The procedure will be worse when they are an adult

Lets look at that Adults verses Infants

Adults:
Can consent to the procedure, are usually informed about the procedure
Have chosen to have it done, or need it done due to medical problems.
Are usually either given a general anaesthesia or an epidural
Are given sufficient post-op pain killers
Have a bigger penis which makes it easier to operate, leaving less room for mistakes.

Infants
Cannot consent and are not fully aware of what is happen and why
It is usually done for no medical reason at all
Are given little to no anaesthesia
Are given little to no post op pain killers
Have a small penis which is hard to operate on, and are often left with adhesions


I've never heard a circumcised man complain

If this is the case then you are simply not looking hard enough. Type "Circumcised men who resent being circumcised" into google, you will find many.
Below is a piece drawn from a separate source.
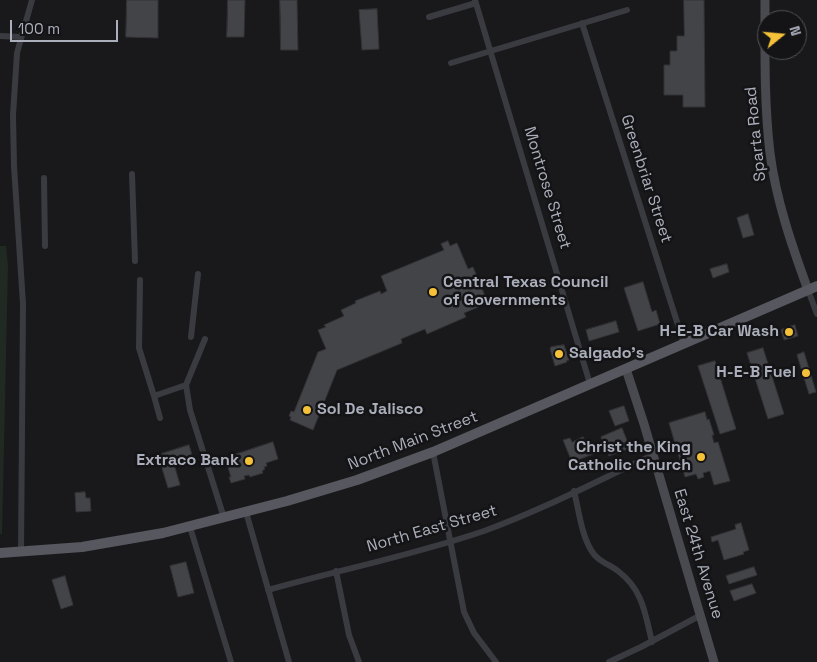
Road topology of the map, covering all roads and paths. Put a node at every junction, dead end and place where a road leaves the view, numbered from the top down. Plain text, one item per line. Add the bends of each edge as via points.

Look at foreskin restoration sites, there are many there, look on youtube videos, facebook groups etc, there are many of them there too. Circumcised men DO complain.

Just because some men are OK with it doesn't mean it should happen, men who would like to be circumcised can make that choice as an adult, however a circumcised man can never get back all he lost.

It is not comparable to FGC

FGC (Female genital cutting) is not always worse. There are a range of ways it is done, some are worse than the type of male circumcision in question, and some are not. It is important to note that even pricking a girls genitals with a pin is illegal, that is far less invasive than what we do to boys. In some countries they only remove the clitoral hood, which is actually a less serious surgery than male circumcision, which takes the whole prepuce away.

All genital cutting, of all types, to either gender without the consent of the person being cut, at any age is bad. For the same reasons that cutting off any other body part would be seen as abuse.

It is a parental choice

I've never quiet understood this. Since when are my genitals anything to do with my parents? I certainly don't see my future children's genitals as my business. It is quite illogical to call this a parental choice. Look at it this way - who's body is it? It's his body! He will only be in your care for 18 years of his life, he will live much longer than this, about 60+ years, being an adult.

Your job as a parent is to preserve as much of him as possible until he is old enough to give his own consent.

I see a lot of people who say "If you don't like circumcision, just don't circumcise your son" I don't understand this? If you don't like that he/she raped you,  just don't rape others..if you don't like abuse just don't abuse others.. if you don't like amputation of babies toes just keep your babies toes intact..

That isn't much of a consolation is it? This is a choice which is affecting someone else, not you, it is an invasive choice, its one that will permanently disfigure an innocent non-consenting person. This "personal" choice is one which should only ever be made by the person who's body parts are in question. A child is not a parents property, they are not an extension of their parents, they are an individual person, they have their own individual rights, they are a person in their own right. One of their rights is to bodily integrity - to be whole.

When we decided to remove body parts from a non-consenting person in our care we do it for one of 2 reasons:

1. It is an emergency - It's about to rupture, or it is a life or death situation. The person is in immediate danger.
2. As a last resort treatment - this means you have tried everything else offered to you medicines, therapies and minor surgeries which are supposed to cure the current health issue, but it just wont go away. It has to be the least invasive form of treatment available.

With routine circumcision, this is not the case.

It is not so urgent that you need to cut it off at birth or even before he is an adult. It is something which can wait until he is older. I see no reason at all why this needs to be a parental choice.